[Edu-sig] Python in Education Advocacy Article

Michael Tobis mtobis at gmail.com
Tue Mar 27 23:28:53 CEST 2007


Thanks. Kirby's is an interesting response with which I basically agree.

Those of us who learned programming when the model was close to the
machine model (Fortran, C) have had a hard time wrapping our heads
around objects.

A good friend whom I very much admire has argued (this was per-Python
so I am not sure whether he stands by this) that OOP is for experts
and shouldn't be foisted on beginners at all.

I have seen the consequences of premature stress on OOP; supposedly
professional programmers writing gobs of Fortran-like code in Java;
great hulking monstrosities of procedural code wrapped in "public
static void main" for bureaucratic reasons, to convince javac to allow
the fortranlike code through. The blame goes to the instructor who did
not manage to understand what advantages the object model brings to
the table at all. The resulting Java code provides the worst of both
worlds: all the overhead of OOP and Java with none of the advantages.

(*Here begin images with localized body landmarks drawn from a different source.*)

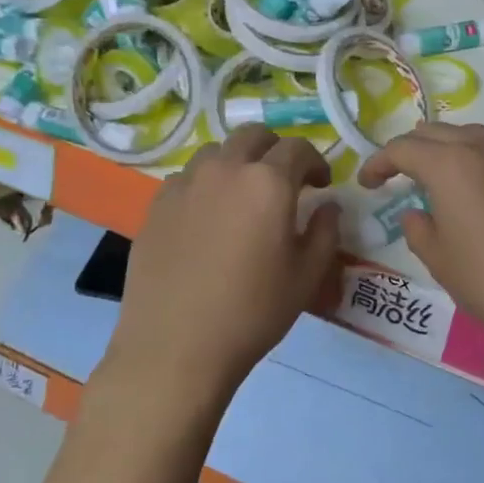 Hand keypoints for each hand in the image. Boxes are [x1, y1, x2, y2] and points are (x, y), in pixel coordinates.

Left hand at [97, 126, 339, 419]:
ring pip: (216, 152)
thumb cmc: (252, 312)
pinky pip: (186, 178)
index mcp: (268, 183)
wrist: (176, 346)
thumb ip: (324, 231)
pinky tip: (207, 218)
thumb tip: (327, 206)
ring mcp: (185, 184)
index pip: (298, 149)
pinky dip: (205, 184)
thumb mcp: (306, 276)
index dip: (315, 162)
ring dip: (237, 162)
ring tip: (242, 196)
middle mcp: (225, 170)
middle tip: (284, 180)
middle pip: (253, 136)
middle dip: (275, 150)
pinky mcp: (156, 205)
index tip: (321, 184)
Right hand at [358, 123, 483, 370]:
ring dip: (446, 149)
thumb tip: (416, 214)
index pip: (403, 149)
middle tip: (395, 174)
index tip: (367, 182)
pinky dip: (479, 160)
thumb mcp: (439, 259)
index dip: (378, 163)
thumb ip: (418, 229)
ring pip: (472, 137)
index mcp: (450, 164)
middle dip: (410, 149)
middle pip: (437, 133)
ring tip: (435, 174)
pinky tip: (480, 188) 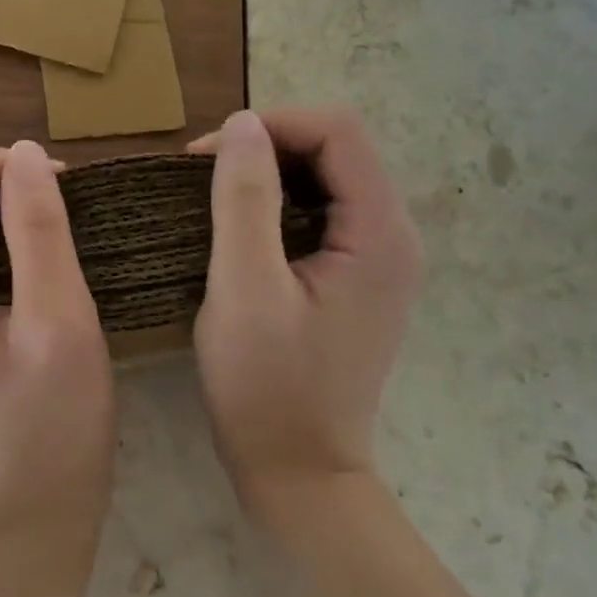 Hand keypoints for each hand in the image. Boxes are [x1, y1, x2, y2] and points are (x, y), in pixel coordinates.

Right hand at [189, 108, 422, 508]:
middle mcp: (394, 236)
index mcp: (379, 233)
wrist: (299, 474)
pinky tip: (240, 227)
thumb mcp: (243, 288)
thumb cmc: (266, 386)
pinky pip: (323, 212)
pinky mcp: (359, 278)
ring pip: (328, 178)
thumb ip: (244, 199)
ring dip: (270, 173)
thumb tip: (242, 122)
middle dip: (268, 145)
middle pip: (337, 149)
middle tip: (202, 174)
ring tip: (213, 195)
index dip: (272, 125)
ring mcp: (380, 259)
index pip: (339, 131)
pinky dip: (279, 203)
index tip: (207, 154) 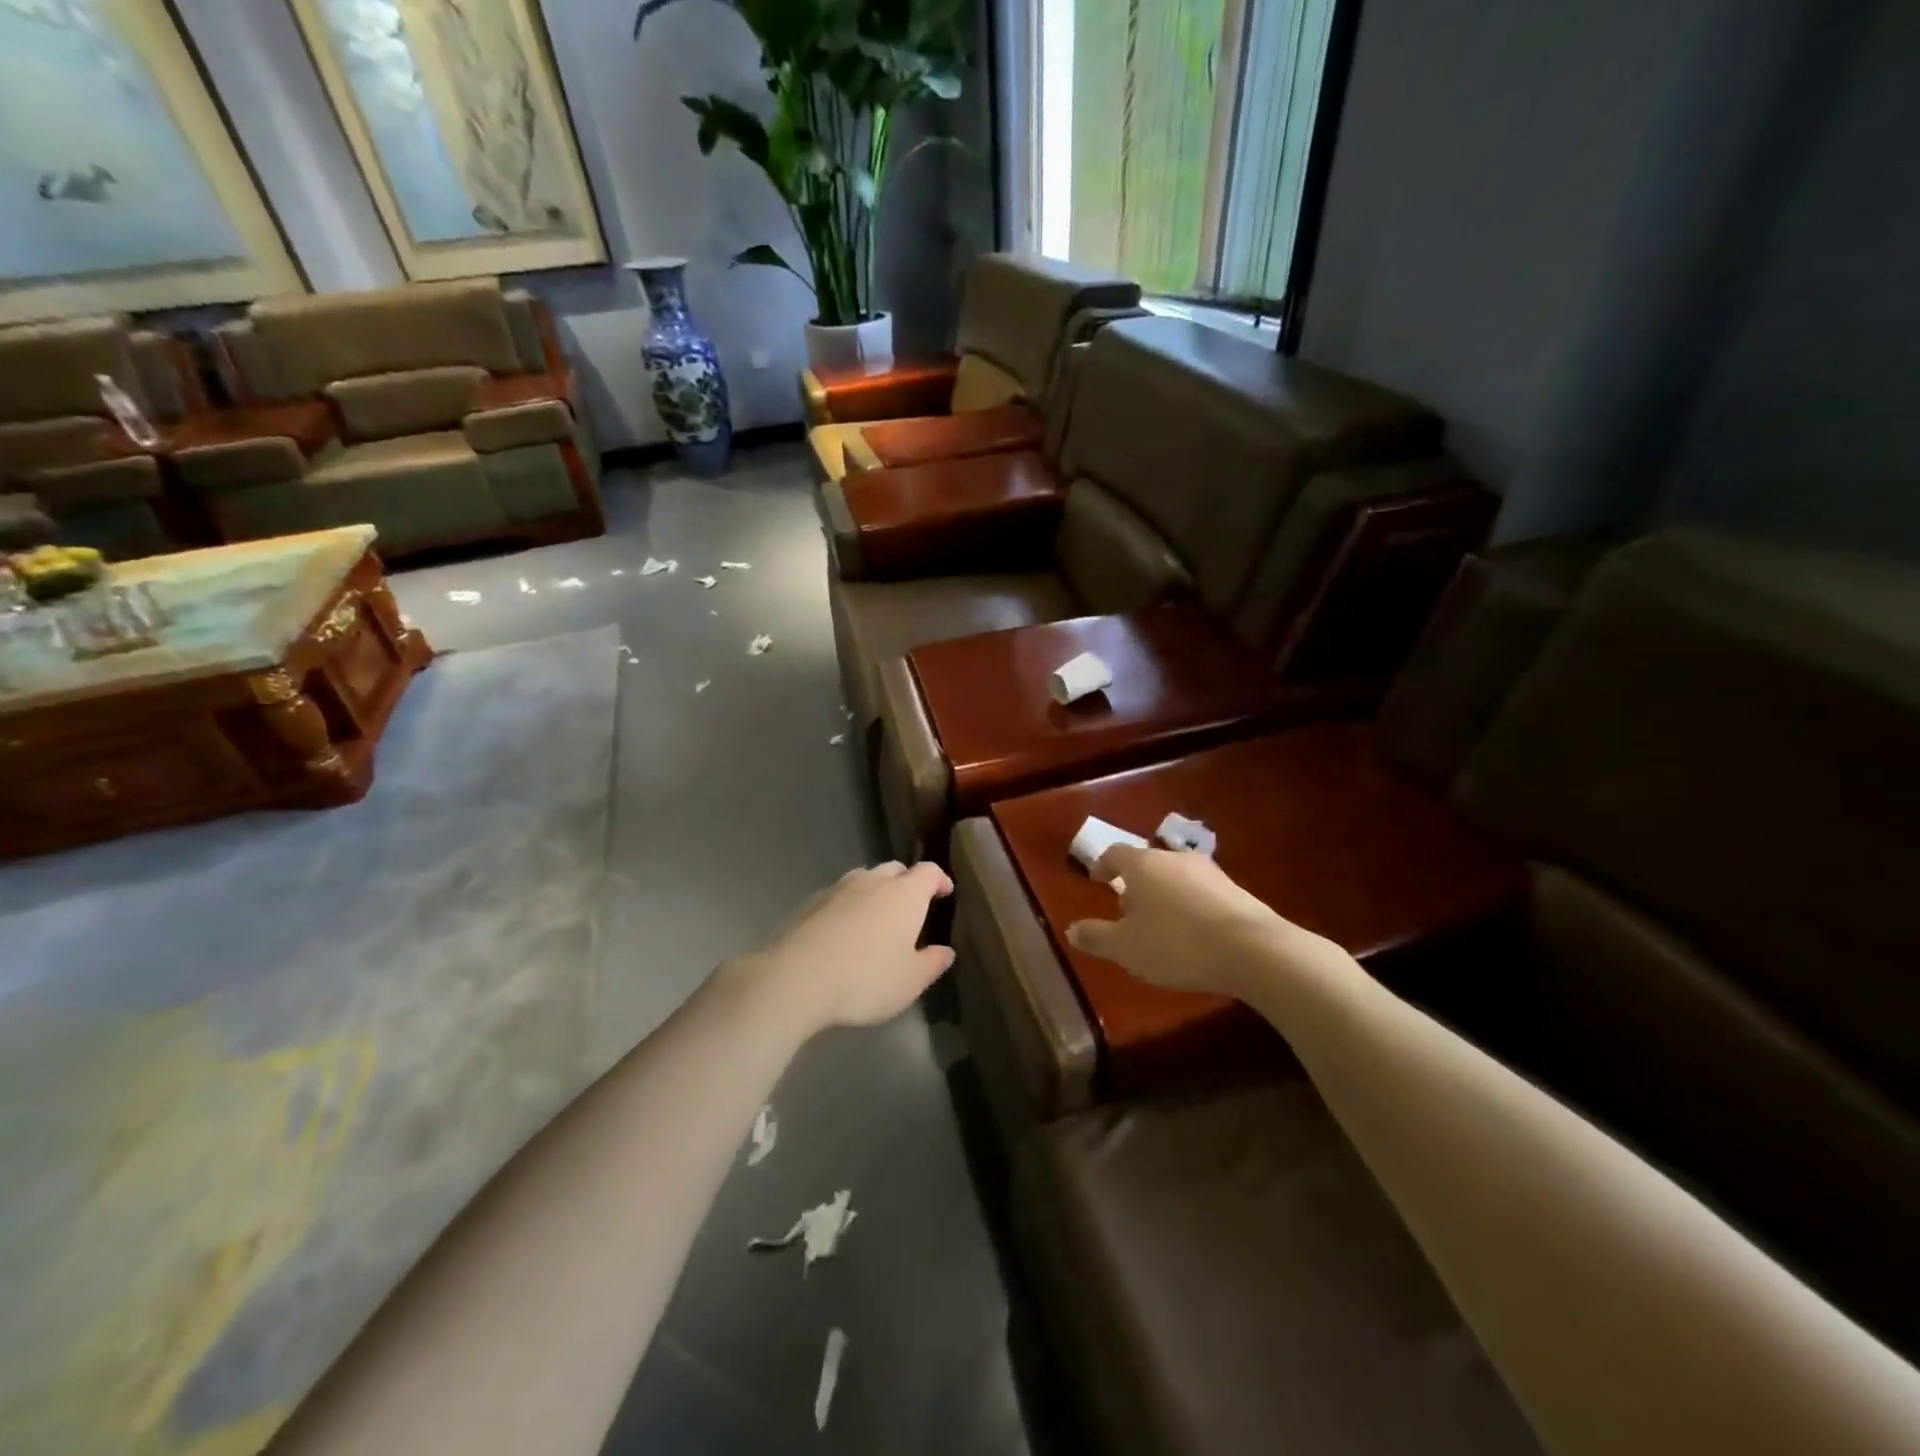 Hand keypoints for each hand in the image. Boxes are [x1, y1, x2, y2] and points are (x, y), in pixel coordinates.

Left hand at [752, 861, 954, 1031]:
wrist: (795, 978)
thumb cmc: (865, 979)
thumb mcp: (910, 982)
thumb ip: (932, 963)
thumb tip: (946, 951)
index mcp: (905, 894)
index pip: (928, 872)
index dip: (939, 879)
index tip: (945, 892)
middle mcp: (873, 882)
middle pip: (895, 869)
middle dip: (907, 882)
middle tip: (911, 907)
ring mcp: (838, 889)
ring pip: (864, 879)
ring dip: (875, 891)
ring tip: (876, 918)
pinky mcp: (810, 903)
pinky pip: (838, 896)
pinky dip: (848, 906)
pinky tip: (843, 931)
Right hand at [1066, 846, 1330, 998]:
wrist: (1253, 950)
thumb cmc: (1176, 944)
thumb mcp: (1126, 947)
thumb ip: (1096, 937)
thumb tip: (1071, 929)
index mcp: (1143, 865)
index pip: (1115, 854)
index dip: (1103, 866)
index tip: (1097, 881)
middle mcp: (1174, 859)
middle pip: (1147, 865)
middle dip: (1134, 886)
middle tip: (1127, 913)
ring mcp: (1210, 872)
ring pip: (1175, 878)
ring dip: (1164, 896)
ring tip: (1161, 928)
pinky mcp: (1236, 890)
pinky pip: (1201, 894)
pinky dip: (1190, 907)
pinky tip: (1193, 936)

Python's gentle introduction to objects makes the distinction between
procedural and OO approaches visible gradually. You don't have to
**explain** the concept, which is very difficult lacking the
experience. The usual examples of a car is-a vehicle and a car has-a
motor seem utterly pointless, and yet abstractions which actually add
substantial value are not easily seen by people who haven't felt the
need for them. With Python you aren't left in a position of trying to
explain the benefits of OOP after people have developed non-objecty
habits and ways of thinking, nor before they have a need for the
abstractions that you enforce. The veil is lifted gradually, at the
right time and in the right measure. This is a remarkable feature.

It strikes me that this ties in with something Ian Bicking once blogged:

"This is often how I feel about object-oriented programming, and
somewhere where I think Python's  imperative approach is a real
feature. Starting on an application by building objects (or doing
"whole design") is a bad idea, unless you know the domain well. It's
better to get it doing what  you need to do, and think about objects
along the way. Somewhere you'll notice you keep passing  around the
same value(s) to a set of functions -- those set of values are "self",
and those  functions are methods. You'll find ways to split things
into modules, etc. Designing objects and  modules too early and you'll
have lots of circular dependencies and poor metaphors. Of course,  you
can fix all those, but it's easier to add structure to a naive project
than to reshape and  restructure a misdeveloped project."

The similarity between these arguments is striking, even though they
are aimed at very different groups of code developers. Which leads to
another argument in Python's favor; the continuity of approach between
very small and very large projects, and between very simple and very
complex goals.

The fact that we can offer a language to beginners which has some
traction as vocational training is something of a mixed blessing if we
think computer programming is "for everybody", but the fact that
Python is not a "training wheel" language. Without compromise, itt
supports the entire range of activity from casual dabbling all the way
to the most sophisticated abstractions. This, I think, is unique.